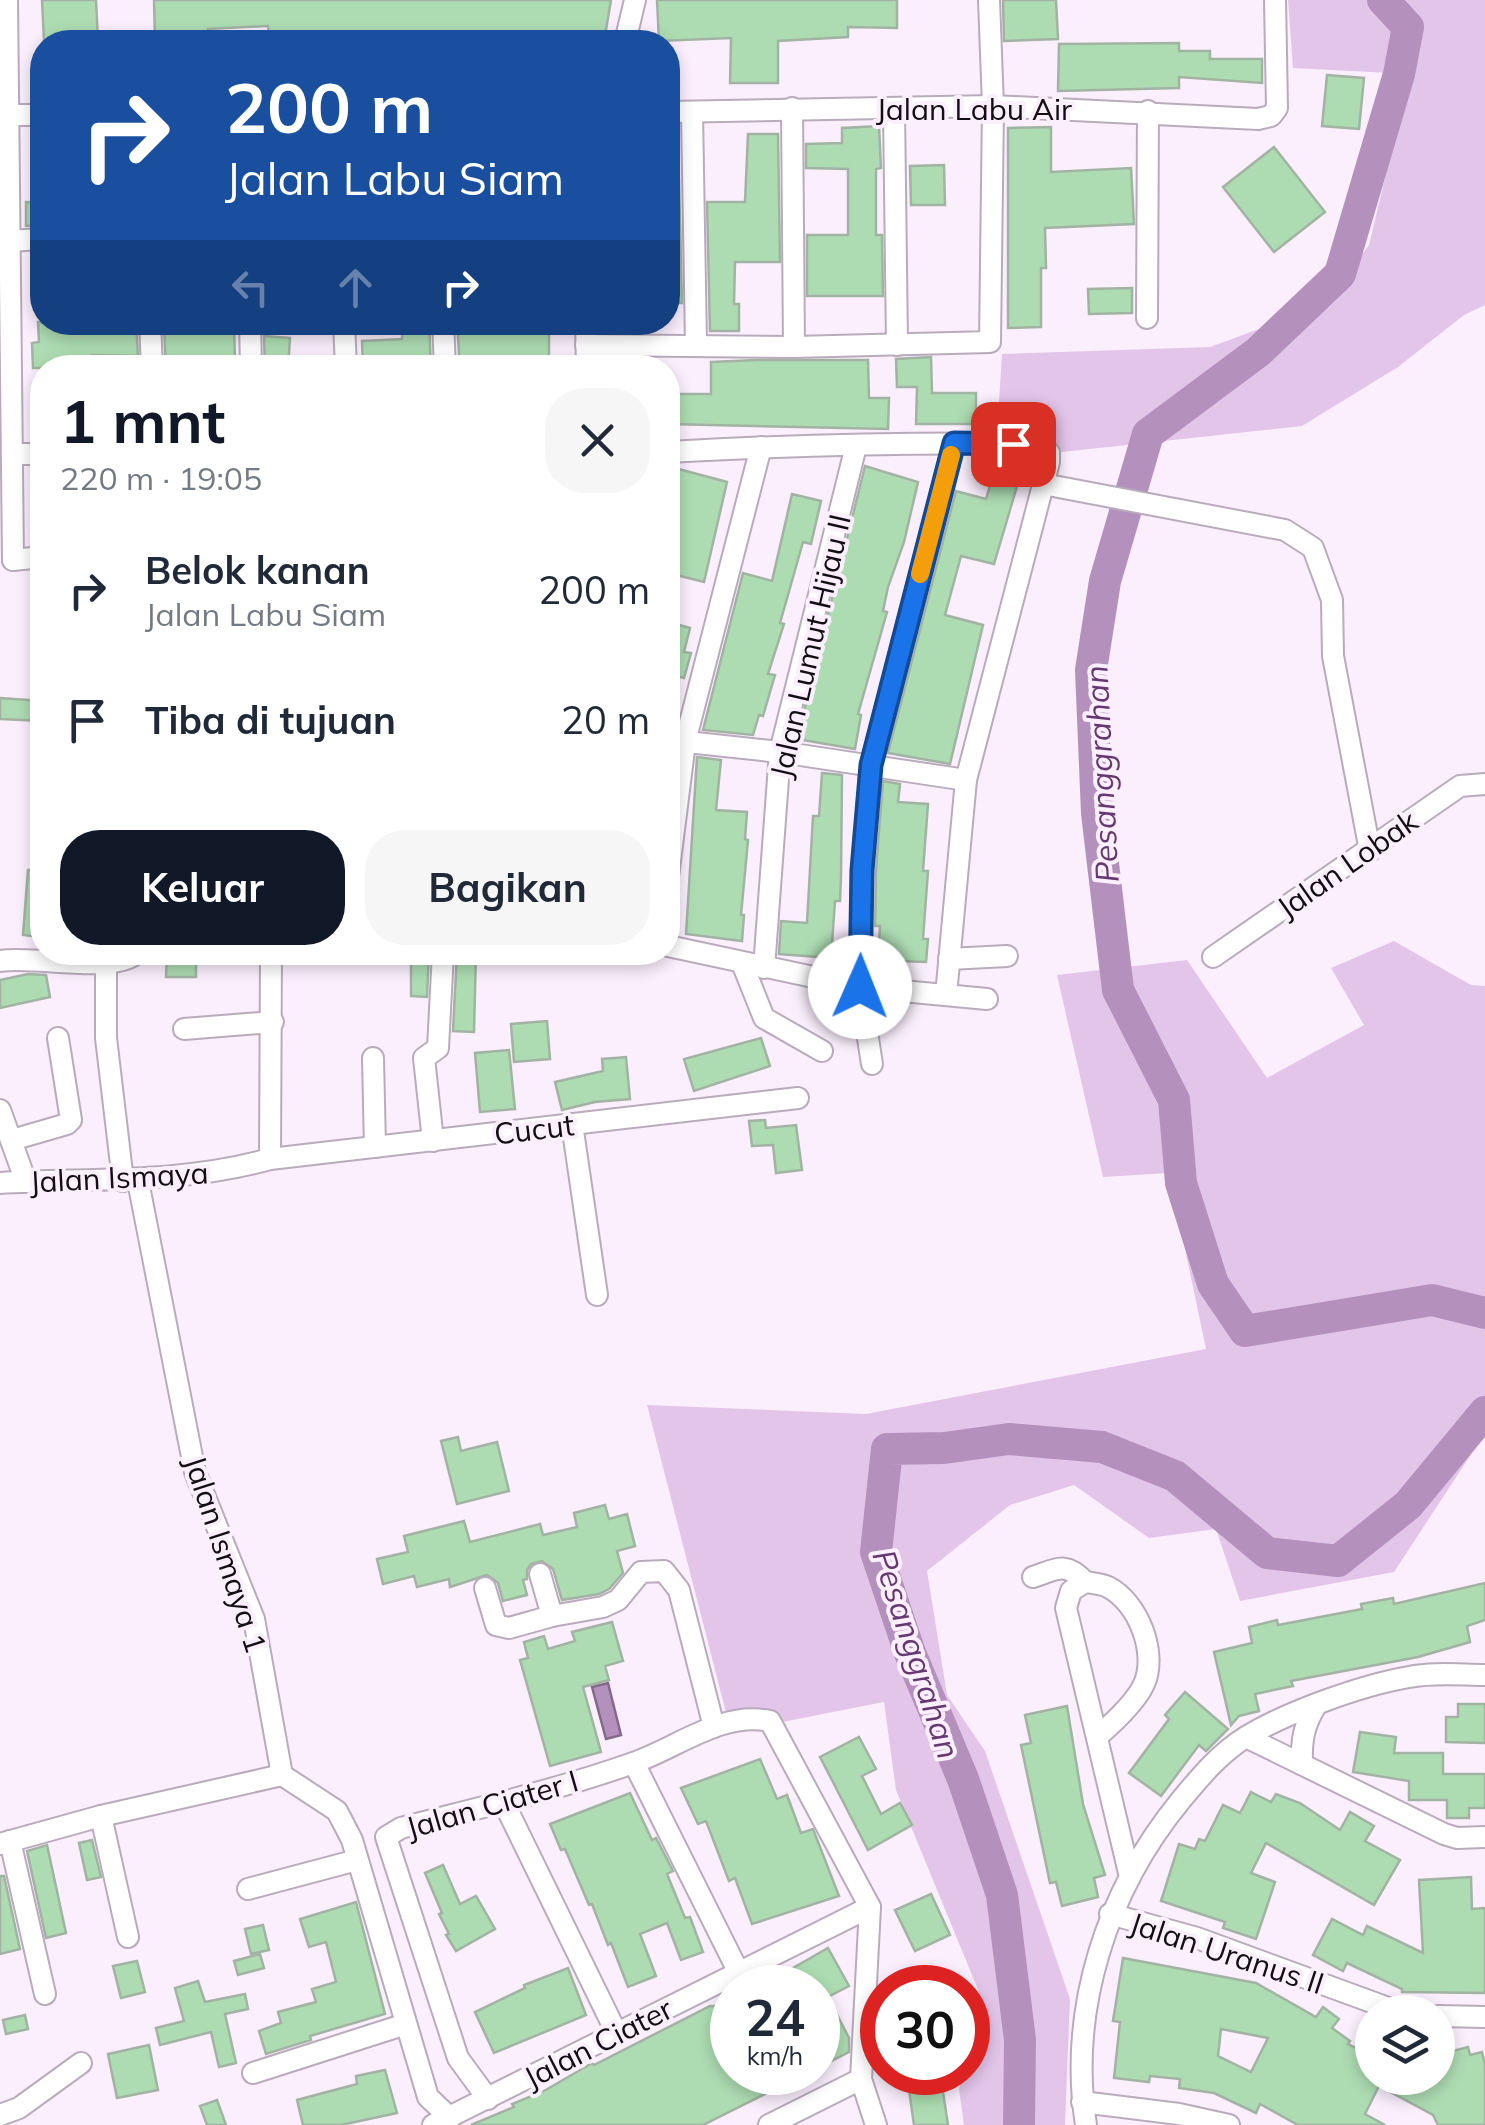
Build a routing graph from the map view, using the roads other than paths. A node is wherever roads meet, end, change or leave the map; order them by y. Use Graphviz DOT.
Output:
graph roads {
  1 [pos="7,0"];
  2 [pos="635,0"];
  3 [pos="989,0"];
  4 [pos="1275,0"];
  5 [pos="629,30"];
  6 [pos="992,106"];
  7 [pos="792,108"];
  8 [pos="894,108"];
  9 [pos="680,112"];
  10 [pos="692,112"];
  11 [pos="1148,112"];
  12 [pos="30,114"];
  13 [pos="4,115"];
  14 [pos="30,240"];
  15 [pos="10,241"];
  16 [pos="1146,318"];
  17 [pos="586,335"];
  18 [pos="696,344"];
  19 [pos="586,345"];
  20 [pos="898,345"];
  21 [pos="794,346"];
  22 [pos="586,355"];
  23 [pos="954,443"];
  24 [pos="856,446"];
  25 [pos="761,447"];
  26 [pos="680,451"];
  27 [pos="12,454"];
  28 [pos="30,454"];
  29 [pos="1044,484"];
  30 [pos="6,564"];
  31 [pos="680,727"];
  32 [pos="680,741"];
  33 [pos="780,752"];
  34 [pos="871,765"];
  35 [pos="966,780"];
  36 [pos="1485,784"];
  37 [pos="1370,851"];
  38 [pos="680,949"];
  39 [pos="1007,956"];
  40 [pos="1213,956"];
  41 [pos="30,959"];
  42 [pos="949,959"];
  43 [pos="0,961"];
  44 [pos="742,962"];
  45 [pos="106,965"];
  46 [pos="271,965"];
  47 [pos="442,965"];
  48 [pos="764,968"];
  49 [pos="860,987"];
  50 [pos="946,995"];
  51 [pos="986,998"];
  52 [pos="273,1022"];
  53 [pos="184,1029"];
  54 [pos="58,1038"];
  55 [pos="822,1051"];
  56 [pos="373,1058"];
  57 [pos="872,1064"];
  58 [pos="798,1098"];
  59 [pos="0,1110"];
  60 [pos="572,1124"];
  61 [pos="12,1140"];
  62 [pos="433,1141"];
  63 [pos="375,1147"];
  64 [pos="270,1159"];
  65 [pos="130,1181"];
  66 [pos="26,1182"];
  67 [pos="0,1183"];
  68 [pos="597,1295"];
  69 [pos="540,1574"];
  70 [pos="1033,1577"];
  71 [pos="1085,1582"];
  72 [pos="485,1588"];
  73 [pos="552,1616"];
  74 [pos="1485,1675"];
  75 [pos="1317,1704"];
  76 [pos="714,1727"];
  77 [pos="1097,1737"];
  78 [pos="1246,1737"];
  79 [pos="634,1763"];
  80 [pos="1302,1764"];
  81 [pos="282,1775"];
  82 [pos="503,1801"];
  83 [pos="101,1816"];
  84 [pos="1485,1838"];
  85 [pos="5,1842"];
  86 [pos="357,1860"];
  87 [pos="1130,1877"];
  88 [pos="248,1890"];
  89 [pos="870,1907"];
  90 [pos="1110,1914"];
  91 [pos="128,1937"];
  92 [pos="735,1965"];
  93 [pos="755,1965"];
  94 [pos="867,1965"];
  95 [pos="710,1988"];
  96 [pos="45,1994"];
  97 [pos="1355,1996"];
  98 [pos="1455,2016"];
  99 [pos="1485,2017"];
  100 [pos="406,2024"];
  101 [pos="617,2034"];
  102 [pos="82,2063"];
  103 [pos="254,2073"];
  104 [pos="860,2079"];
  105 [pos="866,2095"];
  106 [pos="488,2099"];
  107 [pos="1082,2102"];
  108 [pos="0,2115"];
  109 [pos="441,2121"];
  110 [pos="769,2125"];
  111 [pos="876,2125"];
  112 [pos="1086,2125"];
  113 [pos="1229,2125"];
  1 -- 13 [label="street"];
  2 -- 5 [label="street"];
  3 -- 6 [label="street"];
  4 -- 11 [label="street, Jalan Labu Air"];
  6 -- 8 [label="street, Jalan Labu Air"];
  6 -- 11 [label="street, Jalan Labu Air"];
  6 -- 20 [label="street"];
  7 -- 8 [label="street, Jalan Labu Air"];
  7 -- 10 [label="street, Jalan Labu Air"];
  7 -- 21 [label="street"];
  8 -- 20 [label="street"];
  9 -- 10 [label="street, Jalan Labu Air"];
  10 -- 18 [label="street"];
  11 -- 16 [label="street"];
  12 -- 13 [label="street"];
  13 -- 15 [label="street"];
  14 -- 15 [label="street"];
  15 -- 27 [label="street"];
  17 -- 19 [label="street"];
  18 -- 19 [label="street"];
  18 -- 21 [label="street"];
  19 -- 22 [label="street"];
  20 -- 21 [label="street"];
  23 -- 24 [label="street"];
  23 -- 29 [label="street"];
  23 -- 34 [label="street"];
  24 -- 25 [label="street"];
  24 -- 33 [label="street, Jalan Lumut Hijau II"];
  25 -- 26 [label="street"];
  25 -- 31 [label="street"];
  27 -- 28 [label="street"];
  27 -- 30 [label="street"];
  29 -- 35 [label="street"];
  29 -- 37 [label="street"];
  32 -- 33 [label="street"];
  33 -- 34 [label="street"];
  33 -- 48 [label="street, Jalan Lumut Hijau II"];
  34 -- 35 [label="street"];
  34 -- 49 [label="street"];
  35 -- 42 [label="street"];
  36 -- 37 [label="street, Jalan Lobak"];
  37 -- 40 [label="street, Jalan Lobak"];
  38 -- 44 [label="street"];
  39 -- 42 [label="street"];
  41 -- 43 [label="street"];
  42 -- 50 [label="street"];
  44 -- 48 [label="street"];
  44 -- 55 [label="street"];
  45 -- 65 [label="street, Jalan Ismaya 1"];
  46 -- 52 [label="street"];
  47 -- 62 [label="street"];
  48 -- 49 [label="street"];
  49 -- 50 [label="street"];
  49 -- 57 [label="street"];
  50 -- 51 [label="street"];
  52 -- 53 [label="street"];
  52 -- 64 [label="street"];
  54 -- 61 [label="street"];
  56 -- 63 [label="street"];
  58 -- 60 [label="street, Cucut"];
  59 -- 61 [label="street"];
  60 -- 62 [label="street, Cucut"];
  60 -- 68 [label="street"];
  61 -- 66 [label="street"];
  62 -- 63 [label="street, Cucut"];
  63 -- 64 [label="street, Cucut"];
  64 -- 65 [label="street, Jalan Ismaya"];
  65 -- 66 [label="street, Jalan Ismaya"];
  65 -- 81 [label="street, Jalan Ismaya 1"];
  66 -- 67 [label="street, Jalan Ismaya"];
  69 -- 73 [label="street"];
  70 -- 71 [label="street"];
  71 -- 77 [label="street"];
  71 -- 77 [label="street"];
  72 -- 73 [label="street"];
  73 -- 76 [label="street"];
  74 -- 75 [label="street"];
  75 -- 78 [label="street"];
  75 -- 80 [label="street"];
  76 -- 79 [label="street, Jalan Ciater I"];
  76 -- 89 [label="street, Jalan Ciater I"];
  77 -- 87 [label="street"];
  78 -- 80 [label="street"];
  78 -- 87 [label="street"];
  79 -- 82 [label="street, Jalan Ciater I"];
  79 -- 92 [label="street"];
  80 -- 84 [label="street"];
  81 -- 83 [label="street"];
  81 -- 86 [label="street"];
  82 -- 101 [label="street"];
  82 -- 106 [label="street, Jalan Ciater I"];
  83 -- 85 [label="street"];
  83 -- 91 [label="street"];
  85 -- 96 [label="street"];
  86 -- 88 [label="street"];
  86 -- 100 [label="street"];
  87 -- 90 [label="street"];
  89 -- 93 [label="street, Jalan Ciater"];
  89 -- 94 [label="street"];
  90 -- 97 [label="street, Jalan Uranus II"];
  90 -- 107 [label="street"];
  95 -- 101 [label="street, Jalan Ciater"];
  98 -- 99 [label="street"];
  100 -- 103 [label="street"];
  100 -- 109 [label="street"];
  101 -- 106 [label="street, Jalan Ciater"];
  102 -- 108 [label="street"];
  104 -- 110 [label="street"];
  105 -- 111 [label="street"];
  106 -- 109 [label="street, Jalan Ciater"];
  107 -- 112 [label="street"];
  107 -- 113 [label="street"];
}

:::

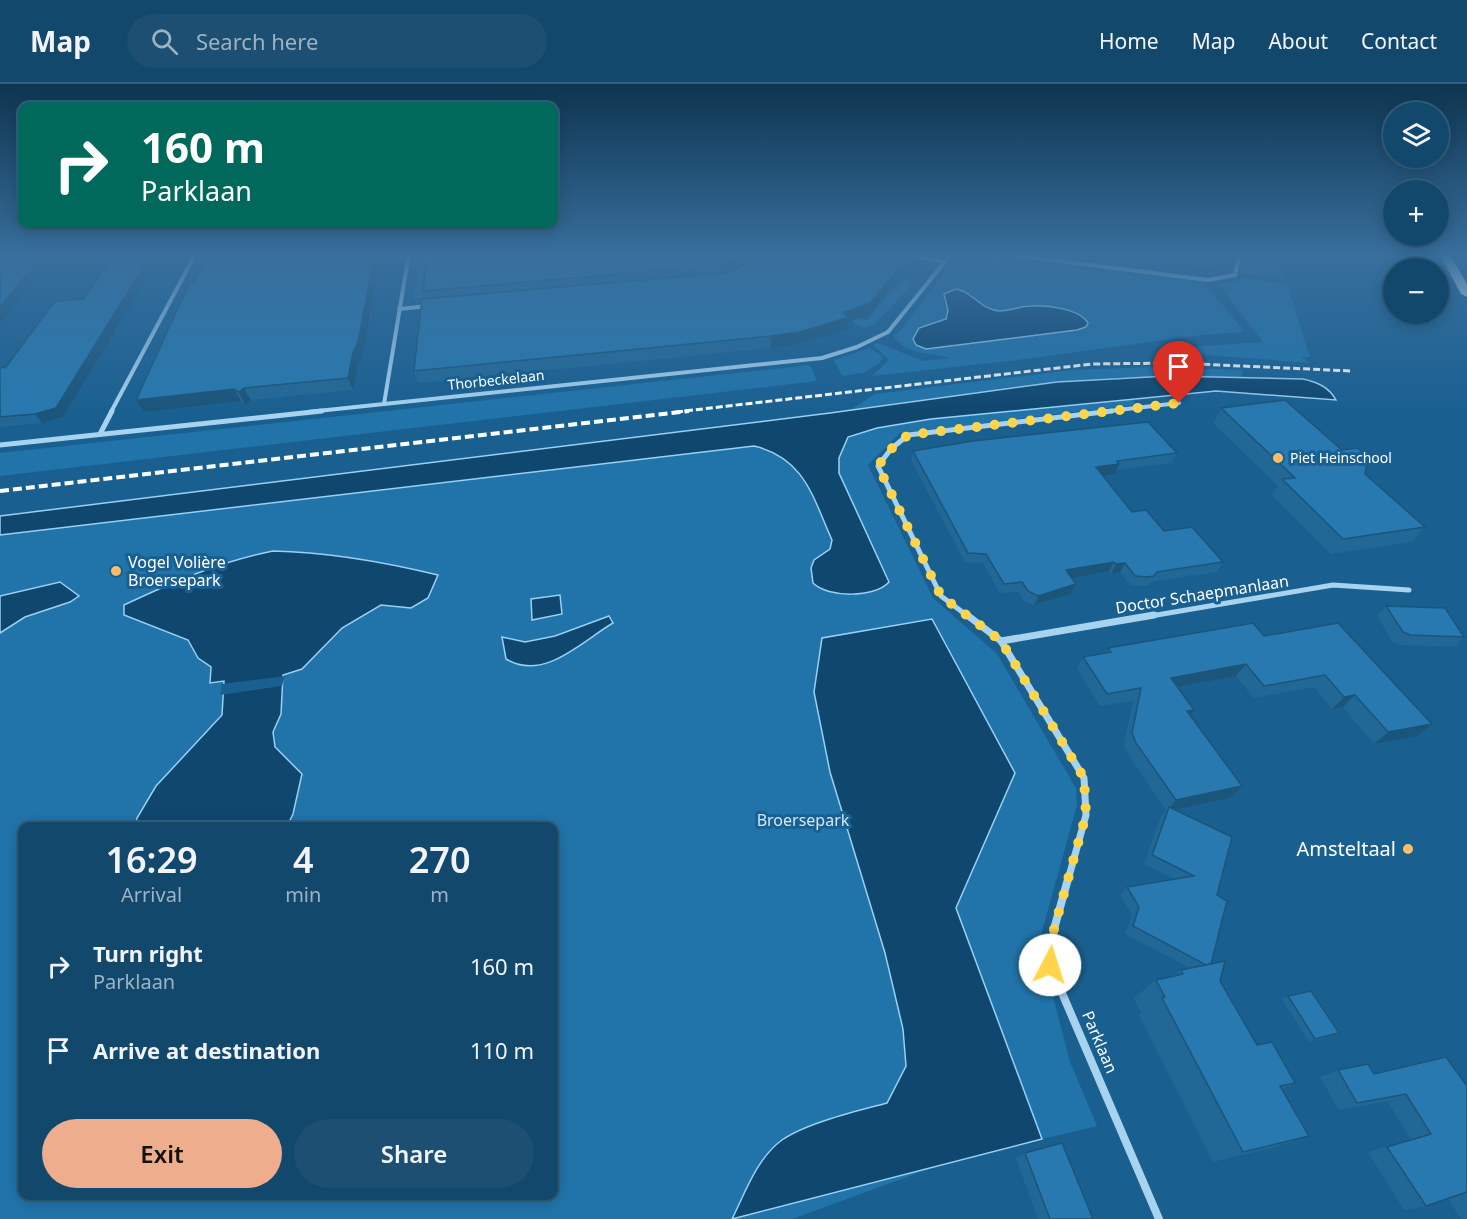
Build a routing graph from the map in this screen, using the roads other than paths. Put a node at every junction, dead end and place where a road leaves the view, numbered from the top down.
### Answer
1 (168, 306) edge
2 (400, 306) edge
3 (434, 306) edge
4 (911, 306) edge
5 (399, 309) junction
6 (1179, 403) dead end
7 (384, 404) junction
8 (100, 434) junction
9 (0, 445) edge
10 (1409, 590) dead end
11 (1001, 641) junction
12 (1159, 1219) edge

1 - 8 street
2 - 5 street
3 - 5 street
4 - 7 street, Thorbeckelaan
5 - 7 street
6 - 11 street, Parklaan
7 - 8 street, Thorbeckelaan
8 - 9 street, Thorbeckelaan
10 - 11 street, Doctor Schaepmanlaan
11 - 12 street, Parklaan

:::

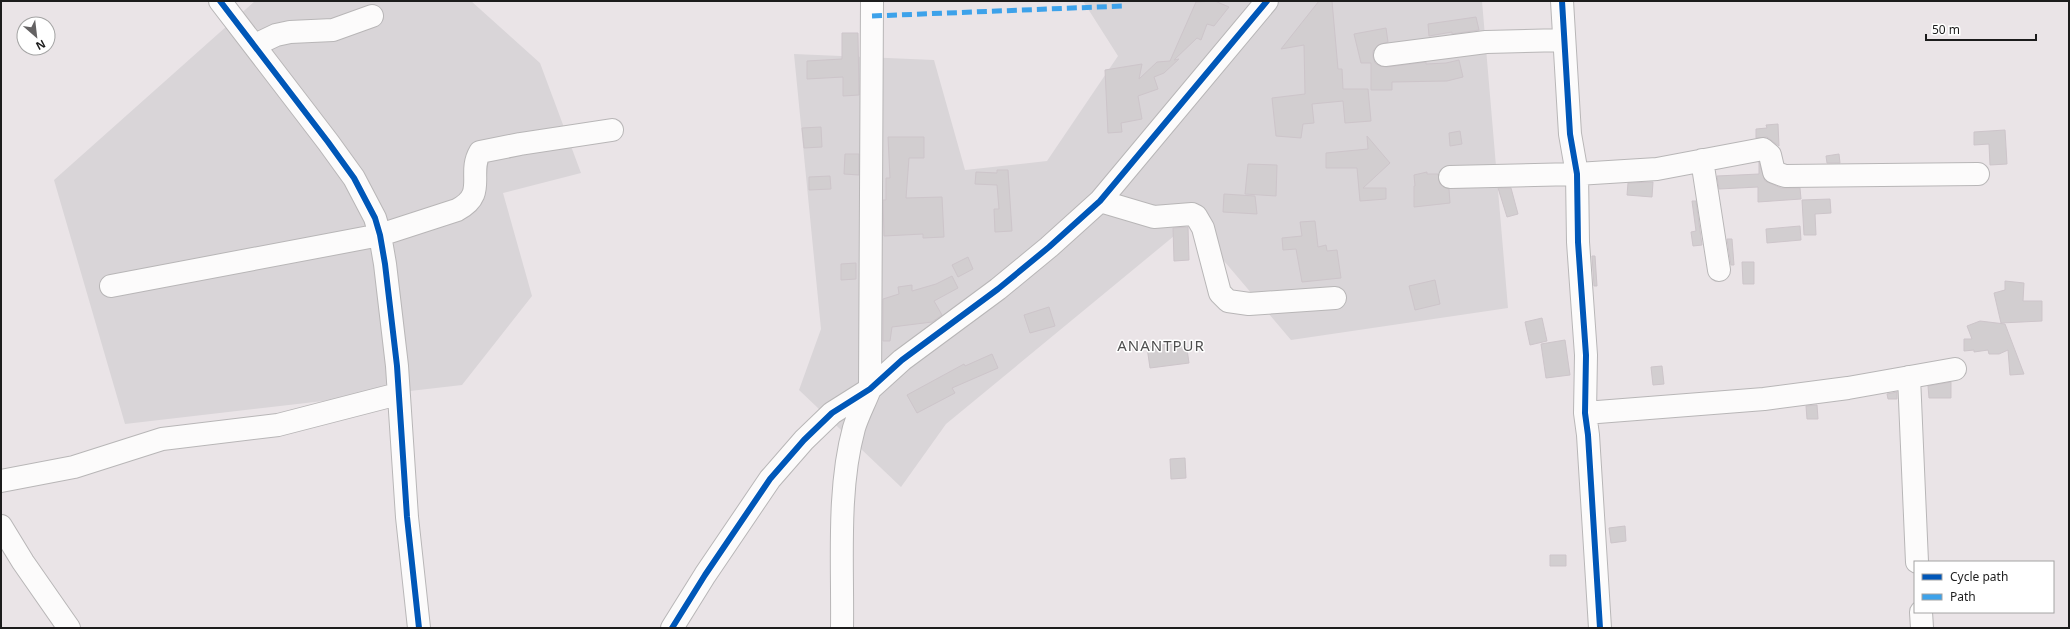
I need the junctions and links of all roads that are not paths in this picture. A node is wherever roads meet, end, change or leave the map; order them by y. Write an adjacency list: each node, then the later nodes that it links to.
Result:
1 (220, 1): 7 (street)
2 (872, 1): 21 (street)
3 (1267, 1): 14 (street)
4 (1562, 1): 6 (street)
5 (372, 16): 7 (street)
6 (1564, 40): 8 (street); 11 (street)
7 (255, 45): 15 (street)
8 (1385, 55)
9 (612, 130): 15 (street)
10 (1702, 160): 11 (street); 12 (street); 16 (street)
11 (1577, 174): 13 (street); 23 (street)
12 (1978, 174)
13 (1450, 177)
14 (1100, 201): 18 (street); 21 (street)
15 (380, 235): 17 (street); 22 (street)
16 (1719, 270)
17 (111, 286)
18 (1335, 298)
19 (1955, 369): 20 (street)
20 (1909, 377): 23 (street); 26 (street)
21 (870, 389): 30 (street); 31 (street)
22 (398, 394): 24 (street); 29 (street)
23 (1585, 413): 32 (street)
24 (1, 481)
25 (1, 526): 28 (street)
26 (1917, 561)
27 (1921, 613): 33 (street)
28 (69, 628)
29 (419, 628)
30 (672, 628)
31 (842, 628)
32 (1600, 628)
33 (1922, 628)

:::

WHAT YOU ARE ASKED TO DO.
Please return every line of the material above that includes "from".

ANSWER AREA.
Build a routing graph from the map view, using the roads other than paths. A node is wherever roads meet, end, change or leave the map; order them by y. Use Graphviz DOT.
Build a routing graph from the map in this screen, using the roads other than paths. Put a node at every junction, dead end and place where a road leaves the view, numbered from the top down.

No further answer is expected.